Top of RECORD EXCERPTS

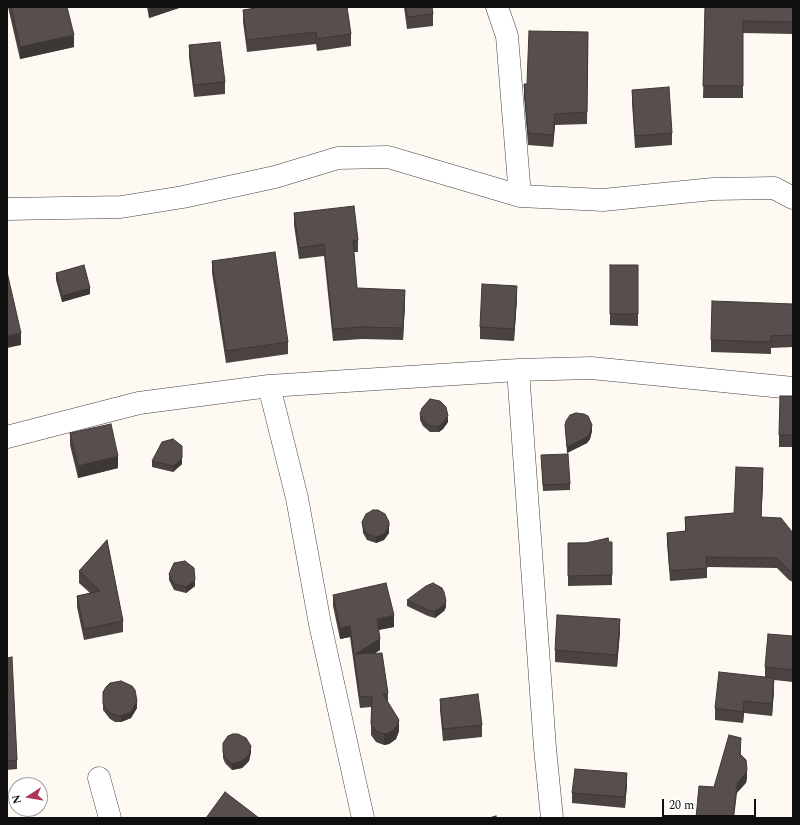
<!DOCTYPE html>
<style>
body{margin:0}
#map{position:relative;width:800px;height:825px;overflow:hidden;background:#fef9f3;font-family:Spectral,serif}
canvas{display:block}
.frame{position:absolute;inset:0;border:8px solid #0f0f0f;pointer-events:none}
.north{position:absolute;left:8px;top:777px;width:40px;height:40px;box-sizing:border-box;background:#fff;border:1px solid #9f9f9f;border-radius:50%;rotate:258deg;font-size:11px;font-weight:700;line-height:16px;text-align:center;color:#0f0f0f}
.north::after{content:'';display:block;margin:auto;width:14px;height:18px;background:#b03659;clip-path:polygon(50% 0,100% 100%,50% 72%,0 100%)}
.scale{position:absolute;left:662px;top:799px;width:94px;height:18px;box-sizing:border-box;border:2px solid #0f0f0f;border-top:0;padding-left:5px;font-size:12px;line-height:14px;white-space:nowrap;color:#0f0f0f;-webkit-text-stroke:3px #fff;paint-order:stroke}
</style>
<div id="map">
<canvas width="800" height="825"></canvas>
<div class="frame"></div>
<div class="north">N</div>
<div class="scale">20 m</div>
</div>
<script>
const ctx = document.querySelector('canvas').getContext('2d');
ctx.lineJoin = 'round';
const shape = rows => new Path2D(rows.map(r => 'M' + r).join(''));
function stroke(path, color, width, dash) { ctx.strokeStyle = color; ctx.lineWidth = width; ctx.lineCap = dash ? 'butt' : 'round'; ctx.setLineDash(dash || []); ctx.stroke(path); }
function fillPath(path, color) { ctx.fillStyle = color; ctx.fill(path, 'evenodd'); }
const minor = shape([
 [497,7,507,36,520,196],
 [7,209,121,207,183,197,275,177,338,158,388,157,520,196,603,200,713,189,774,188,793,198],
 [518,370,545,748,552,818],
 [269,386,297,498,320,624,363,818],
 [7,437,139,403,269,386,518,370,591,368,793,388],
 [99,778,110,818]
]);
stroke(minor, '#424242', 23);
stroke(minor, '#fff', 22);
fillPath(shape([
 [8,7,44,7,74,47,20,59],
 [147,7,182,7,149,18],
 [404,7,432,7,433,14,433,26,407,29],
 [705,7,793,7,793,34,743,33,743,98,703,98],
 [243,10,351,34,351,46,317,51,316,44,247,52,243,22],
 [588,44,587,124,555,125,553,147,528,145,524,96,524,84,527,84],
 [189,45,225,82,225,94,194,97,189,57],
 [632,90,672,133,672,145,635,148,632,102],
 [294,213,358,240,358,252,354,252,357,288,405,302,403,340,362,339,333,341,324,256,299,259,294,225],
 [212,261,288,342,288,354,226,363,212,273],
 [610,265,638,265,638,326,610,325],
 [56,273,90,294,62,302,56,280],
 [517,298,514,341,480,339,480,327],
 [793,304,793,347,771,348,771,354,711,352,711,340],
 [793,396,793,447,779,447,779,435],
 [420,414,448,422,443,429,439,432,430,432,423,426,420,420],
 [565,425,592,431,590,439,587,443,567,453],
 [70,433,118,468,78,478,70,445],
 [541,455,570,484,570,490,543,491],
 [152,461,182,464,173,472,152,467],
 [763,479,761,517,793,533,793,582,789,580,777,568,707,567,707,578,670,581,667,543,667,533,685,531,685,517,734,513],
 [362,522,389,522,389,533,384,540,376,543,367,540,363,533],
 [107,540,123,621,123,632,84,640,77,607,77,596,90,593,79,583,79,571],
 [612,542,612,585,568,586,568,543],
 [169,574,195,586,186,593,174,590,169,580],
 [333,595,394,627,379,630,380,650,375,653,388,693,388,703,399,731,396,739,389,744,384,745,376,742,371,735,371,707,360,708,350,637,340,639,333,606],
 [407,600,446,607,444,611,435,618,428,616,407,606],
 [620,631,617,667,555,662,555,650],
 [793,636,793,682,774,680,774,690,772,716,744,713,743,723,715,720,715,708,765,677,765,667],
 [7,658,17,760,17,769,7,770],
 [103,692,137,708,131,718,121,722,115,722,110,719,103,710],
 [440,699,482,725,482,737,443,741,440,710],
 [223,743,251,752,249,761,242,768,232,770,225,763,223,758],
 [627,784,625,808,572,803,572,793]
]), '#4b4342');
fillPath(shape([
 [149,7,182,7,149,18],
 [74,35,74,47,20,59,20,47],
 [555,114,555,125,553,147,553,135],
 [517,286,517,298,514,341,514,329],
 [90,288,90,294,62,302,62,296],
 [405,290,405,302,403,340,403,328],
 [21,333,21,345,7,348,7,336],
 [448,416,448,422,443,429,439,432,439,426],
 [592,425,592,431,590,439,587,443,567,453,567,447],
 [118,456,118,468,78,478,78,466],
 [182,458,182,464,173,472,173,466],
 [763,468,763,479,761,527,761,517],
 [389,526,389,533,384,540,376,543,376,537],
 [195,580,195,586,186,593,186,587],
 [446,601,446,607,444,611,435,618,435,611],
 [394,615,394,627,377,630,377,619],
 [620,619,620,631,617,667,617,655],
 [350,626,350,637,340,639,340,628],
 [380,639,380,650,356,665,355,654],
 [774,678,774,690,772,716,772,704],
 [137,701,137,708,131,718,121,722,121,716],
 [744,701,744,713,743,723,743,712],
 [399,720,399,731,396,739,389,744,384,745,384,734],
 [741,738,741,748,740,764,740,754],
 [251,746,251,752,249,761,242,768,232,770,232,764],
 [747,769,747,779,746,783,737,793,734,818,733,818,737,783],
 [627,773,627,784,625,808,625,797]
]), '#3d3736');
const building = shape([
 [11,7,67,7,74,35,20,47,11,7],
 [262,7,347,7,351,34,317,39,316,32,247,40,243,10,262,7],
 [406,7,432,7,433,14,407,17,406,7],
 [705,7,793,7,793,22,743,21,743,86,703,86,705,7],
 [529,31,588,32,587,112,555,114,553,135,528,133,524,84,527,84,529,31],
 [220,42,225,82,194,85,189,45,220,42],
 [669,87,672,133,635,136,632,90,669,87],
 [354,206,358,240,353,241,357,288,405,290,403,328,362,327,333,329,324,244,299,248,294,213,354,206],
 [275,252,288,342,226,351,212,261,275,252],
 [84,265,90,288,62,296,56,273,84,265],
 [610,265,638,265,638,314,610,314,610,265],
 [7,272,21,333,7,336,7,272],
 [482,284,517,286,514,329,480,327,482,284],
 [712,301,793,304,793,335,771,336,771,342,711,340,712,301],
 [780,396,793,396,793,435,779,435,780,396],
 [430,399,440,401,446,407,448,416,443,423,439,426,430,426,423,420,420,414,422,408,430,399],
 [576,413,584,414,588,416,592,425,590,433,587,437,567,447,565,425,566,421,570,415,576,413],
 [111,424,118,456,78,466,70,433,111,424],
 [173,439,182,446,182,458,173,466,152,461,162,442,173,439],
 [568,454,570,484,543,485,541,455,568,454],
 [736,467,763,468,761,517,781,518,793,533,793,572,789,570,777,558,706,557,707,568,670,571,667,533,686,531,685,517,734,513,736,467],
 [373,510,378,510,385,514,389,522,389,526,384,534,376,537,367,534,363,527,362,522,366,514,373,510],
 [608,538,609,542,612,542,612,575,568,576,568,543,586,543,608,538],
 [107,540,123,621,84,629,77,596,100,591,79,571,107,540],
 [185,561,194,568,195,580,186,587,174,584,169,574,174,563,185,561],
 [386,583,394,615,377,619,380,639,355,654,382,653,388,693,383,694,399,720,396,728,389,733,384,734,376,731,371,724,372,696,360,697,350,626,340,628,333,595,386,583],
 [433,583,442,588,444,592,446,601,444,605,435,611,428,610,407,600,426,586,433,583],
 [557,615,620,619,617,655,555,650,557,615],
 [768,634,793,636,793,670,765,667,768,634],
 [12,657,17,760,7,761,7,658,12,657],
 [719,672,774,678,772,704,744,701,743,712,715,708,719,672],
 [121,681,132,686,135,690,137,701,131,712,121,716,115,715,110,713,103,704,103,692,106,687,110,683,121,681],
 [478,694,482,725,443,729,440,699,478,694],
 [233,734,238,734,246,738,251,746,249,755,242,761,232,764,225,757,223,752,223,743,228,736,233,734],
 [729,735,741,738,740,754,746,760,747,769,746,773,737,783,733,818,696,818,699,786,714,787,729,735],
 [575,769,627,773,625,797,572,793,575,769],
 [225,792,259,818,206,818,225,792],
 [496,816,496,818,489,818,496,816]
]);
fillPath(building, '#574e4d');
stroke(building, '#3d3736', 1);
</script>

Bottom of RECORD EXCERPTS

WHAT YOU HAVE TO DO:
Which of the lines above include the word "canvas"? List those lines.

YOUR RESPONSE:
canvas{display:block}
<canvas width="800" height="825"></canvas>
const ctx = document.querySelector('canvas').getContext('2d');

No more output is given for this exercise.